Britain’s Barclays bank, the 2nd largest bank in the United Kingdom by assets, has reportedly severed ties with a San Francisco-based Bitcoin exchange Coinbase, an anonymous source with knowledge of the matter told CoinDesk on Wednesday.

Coinbase signed a deal with Barclays in March 2018. The partnership marked the first major deal between a crypto exchange and a major financial service in the UK. The deal made Bitcoin and other digital currencies more accessible to British clients, marking a major milestone for the entire crypto industry.

Barclays’ decision to stop providing banking services to Coinbase could make it difficult for UK customers of the exchange to trade digital assets.

The exact reason for the split remains unclear. However, an anonymous source privy to developments told CoinDesk that:

“It is my understanding that Barclays’ risk appetite has contracted a little — I’m not sure exactly why or what’s been driving that, maybe there has been some activity they are not happy with. But it’s about Barclays’ comfort level with crypto as a whole.”

It also remains unclear whether the firm is acting under pressure from regulators.

Coinbase has already found a replacement

Coinbase has reportedly found a new banking partner after cutting ties with Barclays. It has inked a deal with ClearBank to provide services to clients in the UK.

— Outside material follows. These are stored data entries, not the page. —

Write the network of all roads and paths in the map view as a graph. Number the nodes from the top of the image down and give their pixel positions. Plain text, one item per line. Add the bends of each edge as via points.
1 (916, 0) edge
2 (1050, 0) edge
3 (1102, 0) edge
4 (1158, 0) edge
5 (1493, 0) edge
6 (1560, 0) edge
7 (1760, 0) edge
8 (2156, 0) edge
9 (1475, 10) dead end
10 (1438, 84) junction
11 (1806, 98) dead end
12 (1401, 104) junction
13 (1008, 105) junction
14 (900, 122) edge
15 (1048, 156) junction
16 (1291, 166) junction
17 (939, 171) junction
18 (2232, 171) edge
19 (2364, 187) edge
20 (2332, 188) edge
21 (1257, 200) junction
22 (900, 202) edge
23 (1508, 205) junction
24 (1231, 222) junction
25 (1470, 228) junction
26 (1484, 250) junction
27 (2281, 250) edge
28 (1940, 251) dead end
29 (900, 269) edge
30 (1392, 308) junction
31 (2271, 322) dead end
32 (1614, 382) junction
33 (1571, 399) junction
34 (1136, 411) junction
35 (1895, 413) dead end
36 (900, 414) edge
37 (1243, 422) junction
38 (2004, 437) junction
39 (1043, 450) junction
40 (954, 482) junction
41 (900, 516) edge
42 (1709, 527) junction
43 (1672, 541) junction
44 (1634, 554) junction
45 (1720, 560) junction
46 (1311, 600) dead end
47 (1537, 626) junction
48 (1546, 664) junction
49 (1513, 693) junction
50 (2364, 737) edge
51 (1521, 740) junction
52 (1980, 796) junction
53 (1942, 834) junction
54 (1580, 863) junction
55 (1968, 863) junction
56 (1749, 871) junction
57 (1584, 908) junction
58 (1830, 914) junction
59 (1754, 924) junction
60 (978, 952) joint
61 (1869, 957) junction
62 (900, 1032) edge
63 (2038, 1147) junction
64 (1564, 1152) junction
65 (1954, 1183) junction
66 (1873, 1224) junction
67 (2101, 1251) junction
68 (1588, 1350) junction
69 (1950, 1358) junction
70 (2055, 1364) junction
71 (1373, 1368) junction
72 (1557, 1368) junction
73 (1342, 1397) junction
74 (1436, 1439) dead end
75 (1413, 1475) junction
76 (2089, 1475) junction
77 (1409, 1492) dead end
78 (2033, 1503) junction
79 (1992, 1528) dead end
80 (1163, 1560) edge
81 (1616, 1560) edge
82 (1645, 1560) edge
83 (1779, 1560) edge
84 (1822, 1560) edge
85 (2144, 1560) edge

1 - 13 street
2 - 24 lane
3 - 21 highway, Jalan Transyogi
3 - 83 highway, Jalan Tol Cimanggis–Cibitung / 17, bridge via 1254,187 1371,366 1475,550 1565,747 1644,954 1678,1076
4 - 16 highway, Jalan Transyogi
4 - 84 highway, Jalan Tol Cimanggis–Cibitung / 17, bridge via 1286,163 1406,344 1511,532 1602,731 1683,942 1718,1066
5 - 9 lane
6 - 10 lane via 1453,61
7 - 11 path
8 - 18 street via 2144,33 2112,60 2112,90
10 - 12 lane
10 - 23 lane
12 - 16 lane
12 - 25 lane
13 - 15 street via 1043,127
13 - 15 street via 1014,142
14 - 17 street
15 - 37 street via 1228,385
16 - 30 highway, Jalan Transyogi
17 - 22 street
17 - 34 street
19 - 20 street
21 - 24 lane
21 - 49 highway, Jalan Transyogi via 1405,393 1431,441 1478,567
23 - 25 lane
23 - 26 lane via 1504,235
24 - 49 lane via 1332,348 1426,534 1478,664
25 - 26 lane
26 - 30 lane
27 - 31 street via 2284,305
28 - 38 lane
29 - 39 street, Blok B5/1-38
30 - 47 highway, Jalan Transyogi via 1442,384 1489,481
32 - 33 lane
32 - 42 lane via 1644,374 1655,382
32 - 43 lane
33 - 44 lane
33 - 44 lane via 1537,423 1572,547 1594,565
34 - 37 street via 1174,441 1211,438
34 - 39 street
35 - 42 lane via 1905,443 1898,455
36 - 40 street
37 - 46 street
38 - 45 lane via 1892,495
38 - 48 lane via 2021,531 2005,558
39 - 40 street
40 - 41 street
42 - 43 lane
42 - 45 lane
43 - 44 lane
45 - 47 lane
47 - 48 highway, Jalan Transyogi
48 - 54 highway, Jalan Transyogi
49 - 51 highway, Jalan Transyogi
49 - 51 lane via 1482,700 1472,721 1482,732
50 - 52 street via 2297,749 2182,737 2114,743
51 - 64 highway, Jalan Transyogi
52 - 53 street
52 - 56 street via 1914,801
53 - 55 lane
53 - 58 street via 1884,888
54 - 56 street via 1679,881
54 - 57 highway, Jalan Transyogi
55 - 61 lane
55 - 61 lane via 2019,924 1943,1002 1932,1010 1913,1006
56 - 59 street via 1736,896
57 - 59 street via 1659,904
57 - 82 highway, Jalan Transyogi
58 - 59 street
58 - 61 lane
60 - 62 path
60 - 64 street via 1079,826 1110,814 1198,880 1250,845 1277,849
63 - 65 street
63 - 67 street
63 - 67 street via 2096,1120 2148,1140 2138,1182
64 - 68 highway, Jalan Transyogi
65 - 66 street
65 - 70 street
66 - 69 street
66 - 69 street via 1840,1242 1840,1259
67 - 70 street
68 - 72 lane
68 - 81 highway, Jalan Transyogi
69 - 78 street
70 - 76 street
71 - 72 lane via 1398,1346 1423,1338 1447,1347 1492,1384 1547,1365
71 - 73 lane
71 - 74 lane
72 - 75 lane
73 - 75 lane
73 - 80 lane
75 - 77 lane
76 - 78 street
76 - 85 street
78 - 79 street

This is not the first time Barclays is showing signs it is losing interest in cryptocurrencies. Sources close to the banking giant revealed that the bank was planning to launch a crypto trading desk in April. But in August last year, the banking giant refuted rumors that it will be opening a crypto trading desk. During the bank’s annual general meeting last year, Barclays’ CEO Jes Staley said:

“Cryptocurrency is a real challenge for us because, on the one hand, there is the innovative side of it and wanting to stay in the forefront of technology’s improvement in finance… On the other side of it, there is the possibility of cryptocurrencies being used for activities that the bank wants to have no part of.